**Materials provided**
***

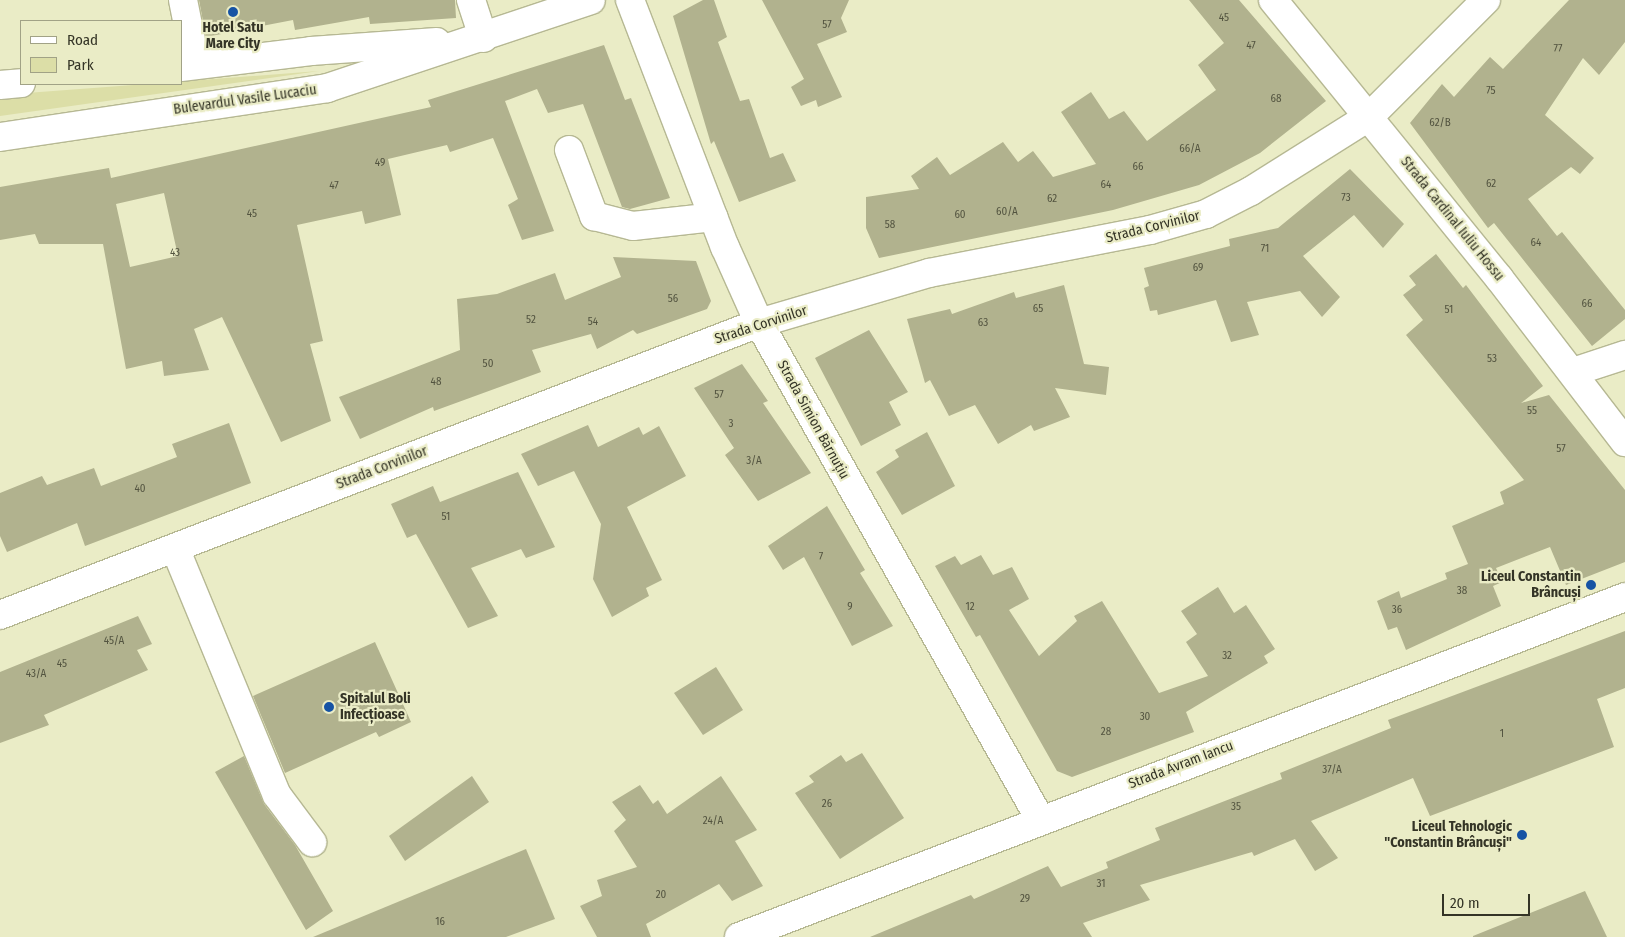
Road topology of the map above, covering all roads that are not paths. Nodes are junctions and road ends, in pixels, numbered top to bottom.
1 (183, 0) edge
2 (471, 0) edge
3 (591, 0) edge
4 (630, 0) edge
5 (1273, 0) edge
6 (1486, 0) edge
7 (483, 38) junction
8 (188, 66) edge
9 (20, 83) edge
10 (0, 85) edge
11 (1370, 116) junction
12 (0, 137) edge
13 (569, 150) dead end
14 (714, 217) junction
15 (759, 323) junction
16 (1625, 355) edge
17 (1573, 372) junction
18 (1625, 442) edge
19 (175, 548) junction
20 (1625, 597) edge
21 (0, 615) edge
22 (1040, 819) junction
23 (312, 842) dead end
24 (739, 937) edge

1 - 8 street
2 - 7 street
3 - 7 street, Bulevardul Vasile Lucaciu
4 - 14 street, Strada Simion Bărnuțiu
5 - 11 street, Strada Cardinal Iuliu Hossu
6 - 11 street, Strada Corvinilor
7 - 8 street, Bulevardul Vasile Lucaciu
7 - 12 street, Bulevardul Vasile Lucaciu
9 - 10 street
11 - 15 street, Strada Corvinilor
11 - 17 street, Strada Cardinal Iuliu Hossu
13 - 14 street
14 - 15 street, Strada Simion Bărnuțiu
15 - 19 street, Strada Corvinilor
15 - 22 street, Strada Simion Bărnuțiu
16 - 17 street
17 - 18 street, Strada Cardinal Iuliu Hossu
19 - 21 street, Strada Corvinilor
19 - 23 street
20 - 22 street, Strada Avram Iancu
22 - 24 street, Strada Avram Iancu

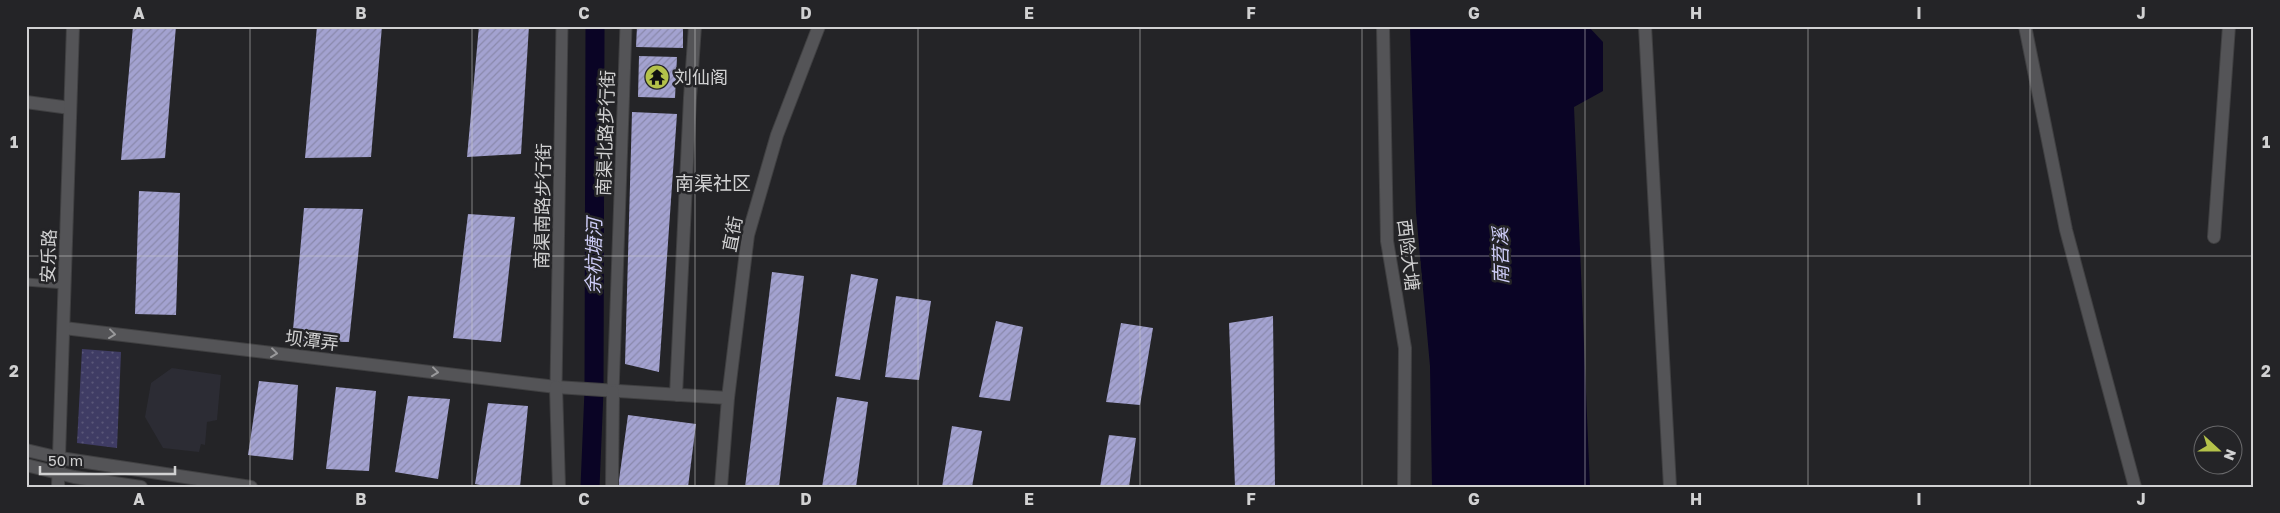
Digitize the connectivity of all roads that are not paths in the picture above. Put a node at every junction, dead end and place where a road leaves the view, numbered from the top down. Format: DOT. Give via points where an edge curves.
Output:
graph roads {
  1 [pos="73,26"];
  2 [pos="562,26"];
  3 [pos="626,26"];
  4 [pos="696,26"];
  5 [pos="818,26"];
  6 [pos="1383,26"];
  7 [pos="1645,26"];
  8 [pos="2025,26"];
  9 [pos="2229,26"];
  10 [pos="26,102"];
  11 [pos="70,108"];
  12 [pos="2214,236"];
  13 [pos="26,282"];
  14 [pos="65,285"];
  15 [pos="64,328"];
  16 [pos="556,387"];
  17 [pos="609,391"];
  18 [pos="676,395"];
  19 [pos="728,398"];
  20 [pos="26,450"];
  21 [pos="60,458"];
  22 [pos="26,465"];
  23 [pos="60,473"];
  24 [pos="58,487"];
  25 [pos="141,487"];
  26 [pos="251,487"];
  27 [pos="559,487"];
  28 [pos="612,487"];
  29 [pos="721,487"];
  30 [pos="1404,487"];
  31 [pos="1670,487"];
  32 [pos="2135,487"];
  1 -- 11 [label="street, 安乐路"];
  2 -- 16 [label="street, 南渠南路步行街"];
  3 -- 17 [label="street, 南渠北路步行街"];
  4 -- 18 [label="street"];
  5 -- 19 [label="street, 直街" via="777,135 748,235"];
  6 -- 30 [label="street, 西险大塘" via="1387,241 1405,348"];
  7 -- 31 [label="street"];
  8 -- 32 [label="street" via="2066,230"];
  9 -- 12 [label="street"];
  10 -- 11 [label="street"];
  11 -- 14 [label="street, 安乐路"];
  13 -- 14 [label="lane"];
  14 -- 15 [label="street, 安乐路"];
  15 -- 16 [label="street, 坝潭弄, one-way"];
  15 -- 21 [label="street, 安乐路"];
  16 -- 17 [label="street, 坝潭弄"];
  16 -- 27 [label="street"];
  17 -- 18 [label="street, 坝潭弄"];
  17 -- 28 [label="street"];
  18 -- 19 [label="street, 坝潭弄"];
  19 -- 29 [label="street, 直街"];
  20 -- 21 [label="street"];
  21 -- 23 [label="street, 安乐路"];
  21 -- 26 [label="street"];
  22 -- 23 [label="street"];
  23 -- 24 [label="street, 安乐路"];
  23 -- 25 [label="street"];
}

***

**Your instructions**
Output all of the data exactly as it stands, minus any images.

**Answer section**
Road topology of the map above, covering all roads that are not paths. Nodes are junctions and road ends, in pixels, numbered top to bottom.
1 (183, 0) edge
2 (471, 0) edge
3 (591, 0) edge
4 (630, 0) edge
5 (1273, 0) edge
6 (1486, 0) edge
7 (483, 38) junction
8 (188, 66) edge
9 (20, 83) edge
10 (0, 85) edge
11 (1370, 116) junction
12 (0, 137) edge
13 (569, 150) dead end
14 (714, 217) junction
15 (759, 323) junction
16 (1625, 355) edge
17 (1573, 372) junction
18 (1625, 442) edge
19 (175, 548) junction
20 (1625, 597) edge
21 (0, 615) edge
22 (1040, 819) junction
23 (312, 842) dead end
24 (739, 937) edge

1 - 8 street
2 - 7 street
3 - 7 street, Bulevardul Vasile Lucaciu
4 - 14 street, Strada Simion Bărnuțiu
5 - 11 street, Strada Cardinal Iuliu Hossu
6 - 11 street, Strada Corvinilor
7 - 8 street, Bulevardul Vasile Lucaciu
7 - 12 street, Bulevardul Vasile Lucaciu
9 - 10 street
11 - 15 street, Strada Corvinilor
11 - 17 street, Strada Cardinal Iuliu Hossu
13 - 14 street
14 - 15 street, Strada Simion Bărnuțiu
15 - 19 street, Strada Corvinilor
15 - 22 street, Strada Simion Bărnuțiu
16 - 17 street
17 - 18 street, Strada Cardinal Iuliu Hossu
19 - 21 street, Strada Corvinilor
19 - 23 street
20 - 22 street, Strada Avram Iancu
22 - 24 street, Strada Avram Iancu

Digitize the connectivity of all roads that are not paths in the picture above. Put a node at every junction, dead end and place where a road leaves the view, numbered from the top down. Format: DOT. Give via points where an edge curves.
Output:
graph roads {
  1 [pos="73,26"];
  2 [pos="562,26"];
  3 [pos="626,26"];
  4 [pos="696,26"];
  5 [pos="818,26"];
  6 [pos="1383,26"];
  7 [pos="1645,26"];
  8 [pos="2025,26"];
  9 [pos="2229,26"];
  10 [pos="26,102"];
  11 [pos="70,108"];
  12 [pos="2214,236"];
  13 [pos="26,282"];
  14 [pos="65,285"];
  15 [pos="64,328"];
  16 [pos="556,387"];
  17 [pos="609,391"];
  18 [pos="676,395"];
  19 [pos="728,398"];
  20 [pos="26,450"];
  21 [pos="60,458"];
  22 [pos="26,465"];
  23 [pos="60,473"];
  24 [pos="58,487"];
  25 [pos="141,487"];
  26 [pos="251,487"];
  27 [pos="559,487"];
  28 [pos="612,487"];
  29 [pos="721,487"];
  30 [pos="1404,487"];
  31 [pos="1670,487"];
  32 [pos="2135,487"];
  1 -- 11 [label="street, 安乐路"];
  2 -- 16 [label="street, 南渠南路步行街"];
  3 -- 17 [label="street, 南渠北路步行街"];
  4 -- 18 [label="street"];
  5 -- 19 [label="street, 直街" via="777,135 748,235"];
  6 -- 30 [label="street, 西险大塘" via="1387,241 1405,348"];
  7 -- 31 [label="street"];
  8 -- 32 [label="street" via="2066,230"];
  9 -- 12 [label="street"];
  10 -- 11 [label="street"];
  11 -- 14 [label="street, 安乐路"];
  13 -- 14 [label="lane"];
  14 -- 15 [label="street, 安乐路"];
  15 -- 16 [label="street, 坝潭弄, one-way"];
  15 -- 21 [label="street, 安乐路"];
  16 -- 17 [label="street, 坝潭弄"];
  16 -- 27 [label="street"];
  17 -- 18 [label="street, 坝潭弄"];
  17 -- 28 [label="street"];
  18 -- 19 [label="street, 坝潭弄"];
  19 -- 29 [label="street, 直街"];
  20 -- 21 [label="street"];
  21 -- 23 [label="street, 安乐路"];
  21 -- 26 [label="street"];
  22 -- 23 [label="street"];
  23 -- 24 [label="street, 安乐路"];
  23 -- 25 [label="street"];
}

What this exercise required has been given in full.